Records provided Block Start
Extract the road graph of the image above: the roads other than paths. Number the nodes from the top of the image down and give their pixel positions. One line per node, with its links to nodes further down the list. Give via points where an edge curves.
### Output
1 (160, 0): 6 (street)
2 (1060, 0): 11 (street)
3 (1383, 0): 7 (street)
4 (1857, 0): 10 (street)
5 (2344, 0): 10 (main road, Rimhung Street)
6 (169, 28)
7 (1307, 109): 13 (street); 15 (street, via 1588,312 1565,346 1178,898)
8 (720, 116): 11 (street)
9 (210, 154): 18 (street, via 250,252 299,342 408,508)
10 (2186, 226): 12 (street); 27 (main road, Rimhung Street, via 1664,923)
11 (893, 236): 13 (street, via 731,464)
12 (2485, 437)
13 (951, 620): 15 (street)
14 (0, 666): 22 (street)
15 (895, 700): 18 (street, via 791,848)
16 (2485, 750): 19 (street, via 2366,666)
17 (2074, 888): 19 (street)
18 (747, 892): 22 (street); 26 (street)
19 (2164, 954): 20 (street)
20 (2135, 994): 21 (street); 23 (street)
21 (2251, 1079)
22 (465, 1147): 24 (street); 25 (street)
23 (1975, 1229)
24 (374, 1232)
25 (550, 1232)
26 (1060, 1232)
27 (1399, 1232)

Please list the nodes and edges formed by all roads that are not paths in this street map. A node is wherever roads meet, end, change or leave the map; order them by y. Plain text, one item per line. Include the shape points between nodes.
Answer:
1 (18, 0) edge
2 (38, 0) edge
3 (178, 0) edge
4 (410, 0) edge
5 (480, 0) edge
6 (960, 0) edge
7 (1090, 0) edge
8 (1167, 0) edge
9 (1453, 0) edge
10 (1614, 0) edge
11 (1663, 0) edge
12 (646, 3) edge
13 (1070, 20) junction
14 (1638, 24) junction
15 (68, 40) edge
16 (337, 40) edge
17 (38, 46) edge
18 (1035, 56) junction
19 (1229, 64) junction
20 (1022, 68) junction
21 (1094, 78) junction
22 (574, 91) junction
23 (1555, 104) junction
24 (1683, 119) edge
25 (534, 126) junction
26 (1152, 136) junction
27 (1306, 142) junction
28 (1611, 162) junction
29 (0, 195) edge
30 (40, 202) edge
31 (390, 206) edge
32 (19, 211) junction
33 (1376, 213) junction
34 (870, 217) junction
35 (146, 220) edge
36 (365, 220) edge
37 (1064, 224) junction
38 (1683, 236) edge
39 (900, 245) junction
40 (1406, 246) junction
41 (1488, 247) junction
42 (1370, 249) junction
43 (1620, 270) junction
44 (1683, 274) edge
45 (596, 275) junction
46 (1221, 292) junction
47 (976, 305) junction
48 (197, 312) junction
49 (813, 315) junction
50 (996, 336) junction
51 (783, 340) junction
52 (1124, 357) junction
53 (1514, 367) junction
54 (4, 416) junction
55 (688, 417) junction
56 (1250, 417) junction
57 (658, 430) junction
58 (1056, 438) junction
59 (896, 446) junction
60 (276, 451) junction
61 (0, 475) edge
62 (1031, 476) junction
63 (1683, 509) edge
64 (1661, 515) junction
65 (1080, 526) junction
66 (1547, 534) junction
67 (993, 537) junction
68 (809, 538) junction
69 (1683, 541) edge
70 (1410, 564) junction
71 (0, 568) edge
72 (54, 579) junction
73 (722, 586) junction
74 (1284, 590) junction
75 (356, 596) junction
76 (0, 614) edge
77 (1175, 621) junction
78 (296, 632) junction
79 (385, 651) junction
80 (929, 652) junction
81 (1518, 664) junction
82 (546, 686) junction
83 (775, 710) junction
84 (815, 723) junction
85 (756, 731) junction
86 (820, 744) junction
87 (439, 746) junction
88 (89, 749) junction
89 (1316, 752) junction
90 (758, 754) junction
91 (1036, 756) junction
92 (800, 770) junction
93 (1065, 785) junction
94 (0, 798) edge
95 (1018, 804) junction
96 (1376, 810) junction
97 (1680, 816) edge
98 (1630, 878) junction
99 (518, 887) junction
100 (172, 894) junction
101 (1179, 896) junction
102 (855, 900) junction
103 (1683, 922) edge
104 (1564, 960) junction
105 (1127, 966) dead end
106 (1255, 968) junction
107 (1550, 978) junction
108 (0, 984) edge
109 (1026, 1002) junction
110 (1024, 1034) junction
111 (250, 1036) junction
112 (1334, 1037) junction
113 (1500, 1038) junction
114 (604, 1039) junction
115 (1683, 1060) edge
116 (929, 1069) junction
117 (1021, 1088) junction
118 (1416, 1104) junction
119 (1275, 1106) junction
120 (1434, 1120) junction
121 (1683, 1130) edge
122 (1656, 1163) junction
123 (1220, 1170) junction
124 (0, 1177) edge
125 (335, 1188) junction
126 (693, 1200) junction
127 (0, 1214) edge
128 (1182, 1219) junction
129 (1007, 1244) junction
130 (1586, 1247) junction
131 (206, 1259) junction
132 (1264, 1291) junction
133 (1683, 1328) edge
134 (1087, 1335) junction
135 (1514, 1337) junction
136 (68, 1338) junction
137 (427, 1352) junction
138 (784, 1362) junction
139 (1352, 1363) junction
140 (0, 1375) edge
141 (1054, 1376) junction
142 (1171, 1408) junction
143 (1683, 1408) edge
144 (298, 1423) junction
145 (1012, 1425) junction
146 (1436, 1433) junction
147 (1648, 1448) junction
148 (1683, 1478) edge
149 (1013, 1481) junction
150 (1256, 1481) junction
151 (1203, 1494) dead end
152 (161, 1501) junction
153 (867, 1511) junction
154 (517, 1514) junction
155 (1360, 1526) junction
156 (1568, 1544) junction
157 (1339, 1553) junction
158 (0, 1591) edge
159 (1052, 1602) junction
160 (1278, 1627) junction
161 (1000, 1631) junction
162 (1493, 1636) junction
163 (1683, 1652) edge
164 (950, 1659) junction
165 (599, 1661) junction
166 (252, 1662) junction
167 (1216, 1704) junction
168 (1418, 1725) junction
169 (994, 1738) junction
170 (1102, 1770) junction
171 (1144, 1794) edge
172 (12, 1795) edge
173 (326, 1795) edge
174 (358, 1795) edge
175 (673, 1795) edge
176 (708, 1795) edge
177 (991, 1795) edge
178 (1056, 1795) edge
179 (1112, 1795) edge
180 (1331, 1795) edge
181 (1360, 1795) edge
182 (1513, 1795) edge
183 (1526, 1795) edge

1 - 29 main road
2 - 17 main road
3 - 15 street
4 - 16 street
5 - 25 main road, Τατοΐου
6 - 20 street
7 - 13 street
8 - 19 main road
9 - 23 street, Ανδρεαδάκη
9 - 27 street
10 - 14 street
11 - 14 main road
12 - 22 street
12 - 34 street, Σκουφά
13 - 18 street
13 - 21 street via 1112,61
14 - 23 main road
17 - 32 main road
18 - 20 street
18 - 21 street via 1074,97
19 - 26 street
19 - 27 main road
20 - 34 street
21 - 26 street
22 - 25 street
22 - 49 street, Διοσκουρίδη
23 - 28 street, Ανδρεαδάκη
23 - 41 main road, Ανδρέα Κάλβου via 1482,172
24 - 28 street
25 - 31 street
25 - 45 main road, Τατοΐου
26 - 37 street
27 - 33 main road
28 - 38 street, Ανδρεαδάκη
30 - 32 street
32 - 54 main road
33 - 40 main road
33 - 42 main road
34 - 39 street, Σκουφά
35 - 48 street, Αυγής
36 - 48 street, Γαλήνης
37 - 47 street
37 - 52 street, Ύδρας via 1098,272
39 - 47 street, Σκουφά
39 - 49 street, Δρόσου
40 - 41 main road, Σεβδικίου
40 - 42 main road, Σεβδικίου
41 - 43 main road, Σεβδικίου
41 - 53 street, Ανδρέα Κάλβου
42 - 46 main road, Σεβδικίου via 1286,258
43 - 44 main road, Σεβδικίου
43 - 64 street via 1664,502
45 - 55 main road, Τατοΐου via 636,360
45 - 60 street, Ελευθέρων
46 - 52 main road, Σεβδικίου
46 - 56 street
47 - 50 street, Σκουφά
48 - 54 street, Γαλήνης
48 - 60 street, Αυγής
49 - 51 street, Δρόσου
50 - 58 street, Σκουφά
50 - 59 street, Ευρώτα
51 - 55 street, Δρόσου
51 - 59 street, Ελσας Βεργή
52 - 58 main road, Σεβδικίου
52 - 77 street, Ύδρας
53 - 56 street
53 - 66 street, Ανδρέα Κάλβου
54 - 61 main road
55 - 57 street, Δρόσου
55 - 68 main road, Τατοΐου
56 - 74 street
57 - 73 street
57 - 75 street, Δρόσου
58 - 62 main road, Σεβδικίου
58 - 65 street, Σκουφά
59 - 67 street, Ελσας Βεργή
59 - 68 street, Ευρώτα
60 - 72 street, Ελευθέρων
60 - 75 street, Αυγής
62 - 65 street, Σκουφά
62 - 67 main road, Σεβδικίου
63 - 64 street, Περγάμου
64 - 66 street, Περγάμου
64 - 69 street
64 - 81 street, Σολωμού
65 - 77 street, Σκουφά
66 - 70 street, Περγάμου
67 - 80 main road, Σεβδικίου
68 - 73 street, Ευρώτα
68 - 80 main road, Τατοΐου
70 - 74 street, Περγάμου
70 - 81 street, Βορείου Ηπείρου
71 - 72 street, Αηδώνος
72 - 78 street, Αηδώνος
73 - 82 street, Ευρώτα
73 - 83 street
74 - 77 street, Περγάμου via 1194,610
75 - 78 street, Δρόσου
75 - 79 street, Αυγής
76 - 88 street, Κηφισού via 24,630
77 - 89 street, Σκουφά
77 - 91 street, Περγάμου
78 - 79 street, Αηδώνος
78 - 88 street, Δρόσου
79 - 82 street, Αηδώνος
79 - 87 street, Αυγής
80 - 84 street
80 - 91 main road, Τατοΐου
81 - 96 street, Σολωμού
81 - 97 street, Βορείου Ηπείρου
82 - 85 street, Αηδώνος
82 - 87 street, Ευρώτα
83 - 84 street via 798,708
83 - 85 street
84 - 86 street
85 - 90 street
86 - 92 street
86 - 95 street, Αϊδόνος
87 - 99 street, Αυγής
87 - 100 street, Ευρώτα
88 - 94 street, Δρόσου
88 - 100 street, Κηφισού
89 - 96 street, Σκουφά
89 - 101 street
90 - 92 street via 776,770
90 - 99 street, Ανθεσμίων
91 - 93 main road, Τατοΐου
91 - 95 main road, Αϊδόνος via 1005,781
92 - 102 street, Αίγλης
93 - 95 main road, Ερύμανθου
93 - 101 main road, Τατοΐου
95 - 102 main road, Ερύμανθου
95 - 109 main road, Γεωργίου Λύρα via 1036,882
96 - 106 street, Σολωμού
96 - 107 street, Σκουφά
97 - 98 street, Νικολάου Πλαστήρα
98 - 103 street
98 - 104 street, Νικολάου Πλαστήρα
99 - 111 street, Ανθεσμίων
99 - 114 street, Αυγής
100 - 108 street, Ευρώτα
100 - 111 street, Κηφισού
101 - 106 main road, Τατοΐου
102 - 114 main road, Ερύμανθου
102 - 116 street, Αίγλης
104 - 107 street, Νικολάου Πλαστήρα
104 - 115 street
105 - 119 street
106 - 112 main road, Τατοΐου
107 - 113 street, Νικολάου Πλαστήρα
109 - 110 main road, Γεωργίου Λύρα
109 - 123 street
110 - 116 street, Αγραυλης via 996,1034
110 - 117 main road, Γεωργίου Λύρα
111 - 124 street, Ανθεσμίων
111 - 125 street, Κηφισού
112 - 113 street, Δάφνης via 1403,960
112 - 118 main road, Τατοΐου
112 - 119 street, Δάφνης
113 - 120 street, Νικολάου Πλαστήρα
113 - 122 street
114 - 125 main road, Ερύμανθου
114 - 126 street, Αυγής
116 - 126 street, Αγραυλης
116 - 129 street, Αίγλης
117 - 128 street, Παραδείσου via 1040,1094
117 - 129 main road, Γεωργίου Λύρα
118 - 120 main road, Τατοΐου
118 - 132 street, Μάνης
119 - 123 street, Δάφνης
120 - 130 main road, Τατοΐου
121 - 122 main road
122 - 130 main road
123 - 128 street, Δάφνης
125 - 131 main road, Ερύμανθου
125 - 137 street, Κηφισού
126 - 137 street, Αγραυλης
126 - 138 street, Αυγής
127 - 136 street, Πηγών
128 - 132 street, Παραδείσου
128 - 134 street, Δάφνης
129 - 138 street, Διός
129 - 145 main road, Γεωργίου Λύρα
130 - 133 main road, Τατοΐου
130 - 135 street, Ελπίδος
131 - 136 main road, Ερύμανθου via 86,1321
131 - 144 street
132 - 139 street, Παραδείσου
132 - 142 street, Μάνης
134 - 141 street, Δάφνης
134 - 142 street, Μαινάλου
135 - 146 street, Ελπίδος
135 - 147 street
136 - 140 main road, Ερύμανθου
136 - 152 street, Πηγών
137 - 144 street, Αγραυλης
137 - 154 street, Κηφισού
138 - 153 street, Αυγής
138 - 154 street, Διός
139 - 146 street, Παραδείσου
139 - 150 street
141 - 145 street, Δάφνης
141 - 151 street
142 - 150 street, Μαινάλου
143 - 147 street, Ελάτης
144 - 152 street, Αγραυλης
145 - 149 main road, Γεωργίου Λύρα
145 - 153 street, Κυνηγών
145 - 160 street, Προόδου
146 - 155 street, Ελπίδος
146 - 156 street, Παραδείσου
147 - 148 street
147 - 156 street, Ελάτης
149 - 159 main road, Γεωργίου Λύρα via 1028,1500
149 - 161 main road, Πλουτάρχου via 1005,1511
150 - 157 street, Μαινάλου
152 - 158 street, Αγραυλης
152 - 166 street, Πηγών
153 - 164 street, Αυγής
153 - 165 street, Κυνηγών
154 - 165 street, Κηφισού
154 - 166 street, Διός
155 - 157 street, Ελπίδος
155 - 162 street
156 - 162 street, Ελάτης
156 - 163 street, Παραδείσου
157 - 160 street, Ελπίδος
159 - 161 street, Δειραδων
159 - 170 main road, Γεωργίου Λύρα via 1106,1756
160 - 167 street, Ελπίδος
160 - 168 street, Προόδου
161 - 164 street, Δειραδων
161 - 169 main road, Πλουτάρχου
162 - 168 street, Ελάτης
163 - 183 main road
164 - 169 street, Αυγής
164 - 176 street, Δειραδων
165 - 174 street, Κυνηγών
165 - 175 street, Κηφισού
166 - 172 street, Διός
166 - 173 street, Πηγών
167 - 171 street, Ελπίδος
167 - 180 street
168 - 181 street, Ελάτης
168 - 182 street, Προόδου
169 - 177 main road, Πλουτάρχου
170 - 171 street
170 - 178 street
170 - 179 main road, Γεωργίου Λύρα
Records provided Block End
What you have to do - Please copy, without any change, the lines of the material from the first through the one containing "Please list the". Write nothing else.

Answer -
Extract the road graph of the image above: the roads other than paths. Number the nodes from the top of the image down and give their pixel positions. One line per node, with its links to nodes further down the list. Give via points where an edge curves.
### Output
1 (160, 0): 6 (street)
2 (1060, 0): 11 (street)
3 (1383, 0): 7 (street)
4 (1857, 0): 10 (street)
5 (2344, 0): 10 (main road, Rimhung Street)
6 (169, 28)
7 (1307, 109): 13 (street); 15 (street, via 1588,312 1565,346 1178,898)
8 (720, 116): 11 (street)
9 (210, 154): 18 (street, via 250,252 299,342 408,508)
10 (2186, 226): 12 (street); 27 (main road, Rimhung Street, via 1664,923)
11 (893, 236): 13 (street, via 731,464)
12 (2485, 437)
13 (951, 620): 15 (street)
14 (0, 666): 22 (street)
15 (895, 700): 18 (street, via 791,848)
16 (2485, 750): 19 (street, via 2366,666)
17 (2074, 888): 19 (street)
18 (747, 892): 22 (street); 26 (street)
19 (2164, 954): 20 (street)
20 (2135, 994): 21 (street); 23 (street)
21 (2251, 1079)
22 (465, 1147): 24 (street); 25 (street)
23 (1975, 1229)
24 (374, 1232)
25 (550, 1232)
26 (1060, 1232)
27 (1399, 1232)

Please list the nodes and edges formed by all roads that are not paths in this street map. A node is wherever roads meet, end, change or leave the map; order them by y. Plain text, one item per line. Include the shape points between nodes.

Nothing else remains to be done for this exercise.